- **Task item**
Below are the records; count how many of their lines contain the word "Lenore" and give that number only.

- **Data for processing**
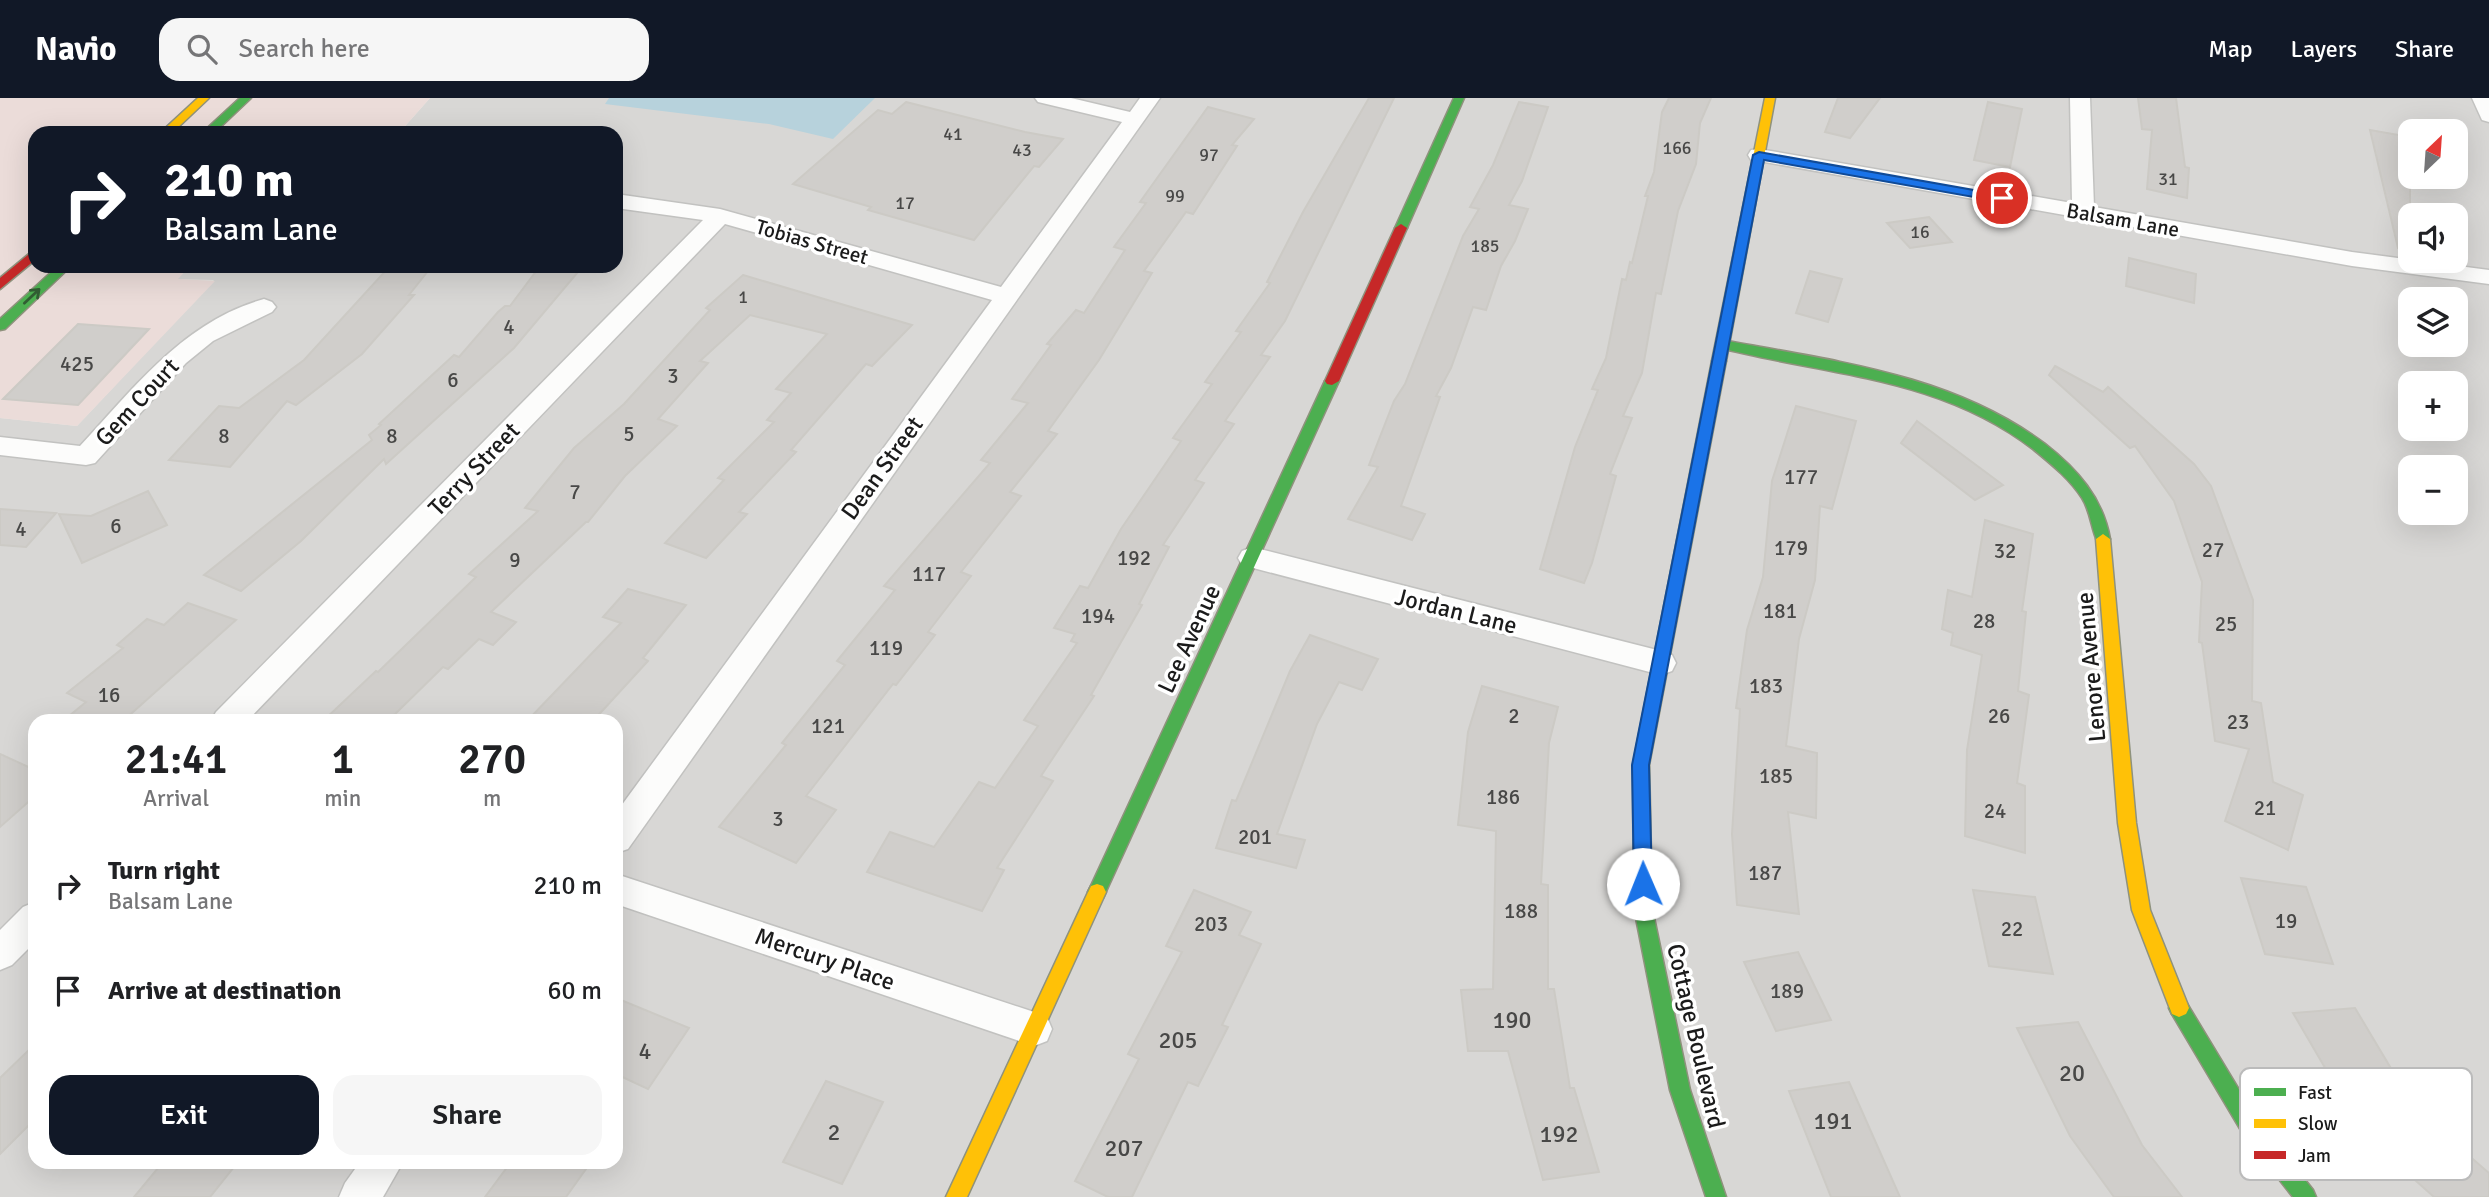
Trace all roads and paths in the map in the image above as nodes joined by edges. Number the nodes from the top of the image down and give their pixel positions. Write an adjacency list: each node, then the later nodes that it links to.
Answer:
1 (204, 98): 8 (street)
2 (246, 98): 9 (street)
3 (1045, 98): 7 (street)
4 (1459, 98): 23 (street, Lee Avenue)
5 (1770, 98): 10 (street, Cottage Boulevard)
6 (2080, 98): 12 (street)
7 (1142, 108): 18 (street, Dean Street)
8 (174, 126)
9 (216, 126)
10 (1759, 155): 12 (street, Balsam Lane); 21 (street, Cottage Boulevard)
11 (623, 202): 13 (street, Tobias Street)
12 (2083, 212): 16 (street, Balsam Lane)
13 (720, 216): 18 (street, Tobias Street); 25 (street, Terry Street)
14 (28, 259): 17 (street)
15 (57, 273): 20 (street, one-way to 15)
16 (2489, 277)
17 (0, 285)
18 (1005, 296): 26 (street, Dean Street)
19 (264, 307): 22 (street, Gem Court)
20 (0, 326)
21 (1722, 344): 24 (street, Cottage Boulevard); 31 (street, Lenore Avenue)
22 (0, 446)
23 (1252, 558): 24 (street, Jordan Lane); 30 (street, Lee Avenue)
24 (1661, 663): 36 (street, Cottage Boulevard)
25 (234, 714)
26 (623, 829)
27 (623, 891): 30 (street, Mercury Place)
28 (28, 925): 29 (street)
29 (0, 954)
30 (1034, 1029): 35 (street, Lee Avenue)
31 (2240, 1110)
32 (379, 1169): 34 (street)
33 (2293, 1180): 37 (street, Lenore Avenue)
34 (359, 1197)
35 (956, 1197)
36 (1716, 1197)
37 (2306, 1197)

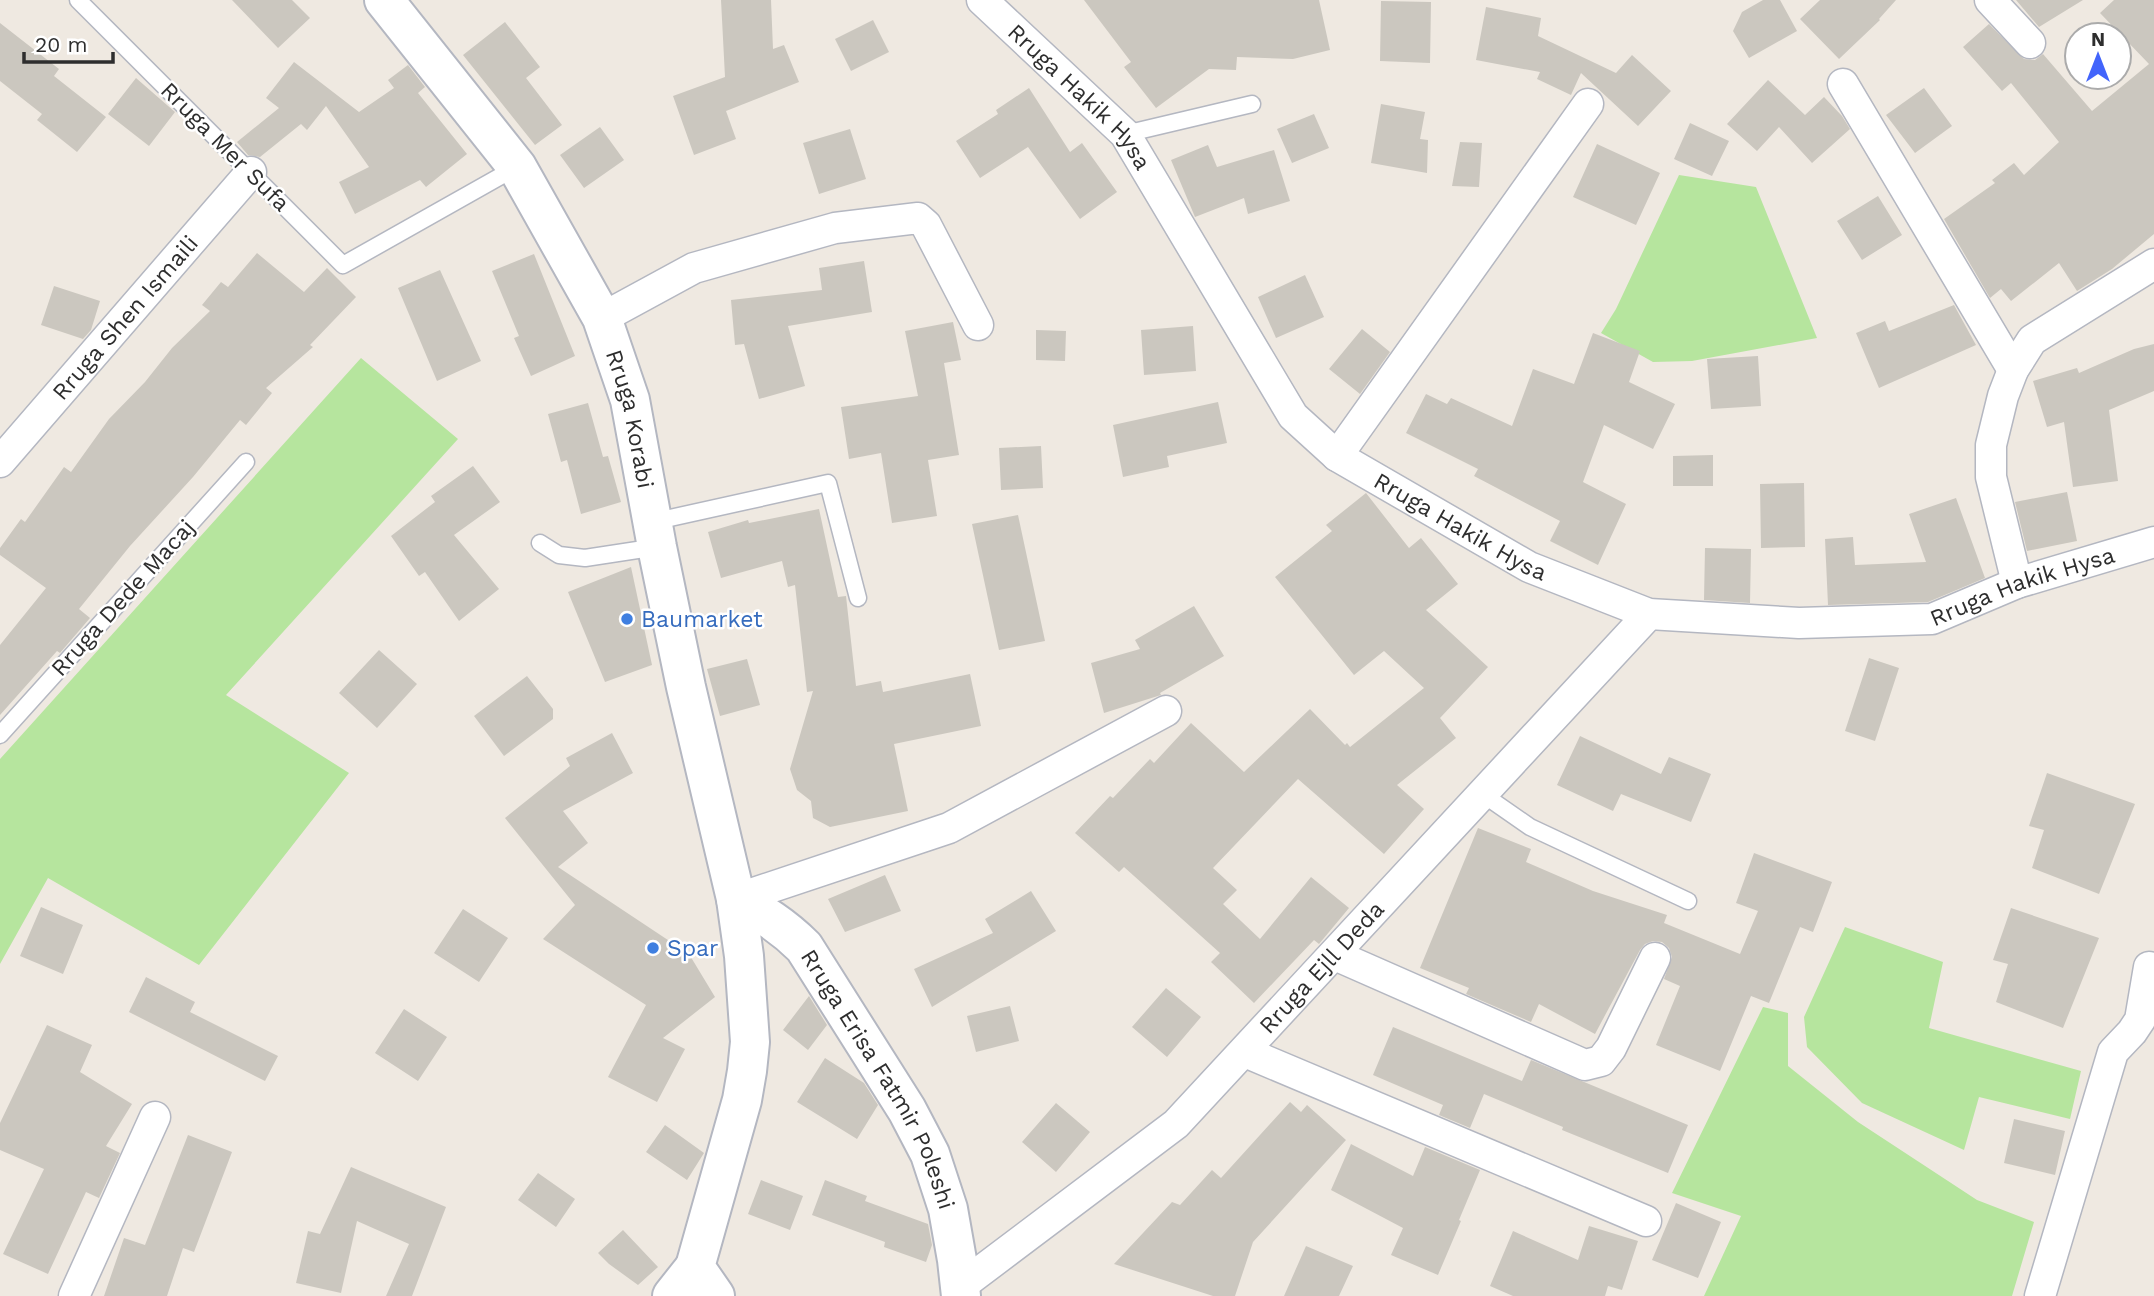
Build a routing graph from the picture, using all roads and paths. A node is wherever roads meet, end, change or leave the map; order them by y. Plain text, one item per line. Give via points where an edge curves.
1 (78, 0) edge
2 (384, 0) edge
3 (982, 0) edge
4 (1990, 0) edge
5 (2030, 43) dead end
6 (1843, 84) dead end
7 (1252, 104) dead end
8 (1588, 104) dead end
9 (1125, 135) junction
10 (517, 166) junction
11 (251, 172) junction
12 (2154, 264) edge
13 (602, 318) junction
14 (978, 325) dead end
15 (2013, 370) junction
16 (1338, 456) junction
17 (0, 462) edge
18 (246, 462) dead end
19 (655, 534) junction
20 (2154, 542) edge
21 (540, 543) dead end
22 (2017, 583) junction
23 (858, 597) dead end
24 (1649, 614) junction
25 (1166, 711) dead end
26 (0, 735) edge
27 (1484, 794) junction
28 (736, 898) junction
29 (1688, 901) dead end
30 (1335, 955) junction
31 (1655, 958) dead end
32 (2151, 961) edge
33 (1245, 1052) junction
34 (155, 1117) dead end
35 (1646, 1221) dead end
36 (694, 1287) edge
37 (961, 1291) edge
38 (74, 1296) edge
39 (2039, 1296) edge

1 - 11 lane, Rruga Mer Sufa
2 - 10 street, Rruga Korabi
3 - 9 street, Rruga Hakik Hysa
4 - 5 street
6 - 15 street
7 - 9 lane
8 - 16 street
9 - 16 street, Rruga Hakik Hysa via 1293,416
10 - 11 lane, Rruga Mer Sufa via 343,265
10 - 13 street, Rruga Korabi
11 - 17 street, Rruga Shen Ismaili
12 - 15 street via 2032,340
13 - 14 street via 694,268 835,228 918,218 926,225
13 - 19 street, Rruga Korabi via 630,400
15 - 22 street via 1991,445 1991,467
16 - 24 street, Rruga Hakik Hysa via 1529,567
18 - 26 lane, Rruga Dede Macaj
19 - 21 lane via 586,558 559,555
19 - 23 lane via 828,483
19 - 28 street, Rruga Korabi
20 - 22 street, Rruga Hakik Hysa
22 - 24 street, Rruga Hakik Hysa via 1932,619 1799,623
24 - 27 street, Rruga Ejll Deda
25 - 28 street via 949,828
27 - 29 lane via 1531,827
27 - 30 street, Rruga Ejll Deda
28 - 36 street, Rruga Korabi via 750,1042 747,1071
28 - 37 street, Rruga Erisa Fatmir Poleshi via 769,917 804,947 907,1110 930,1154 948,1209
30 - 31 street via 1586,1065 1601,1061 1611,1048
30 - 33 street, Rruga Ejll Deda
32 - 39 street via 2140,1020 2113,1052
33 - 35 street
33 - 37 street, Rruga Ejll Deda via 1176,1124
34 - 38 street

- **Response to the task**
2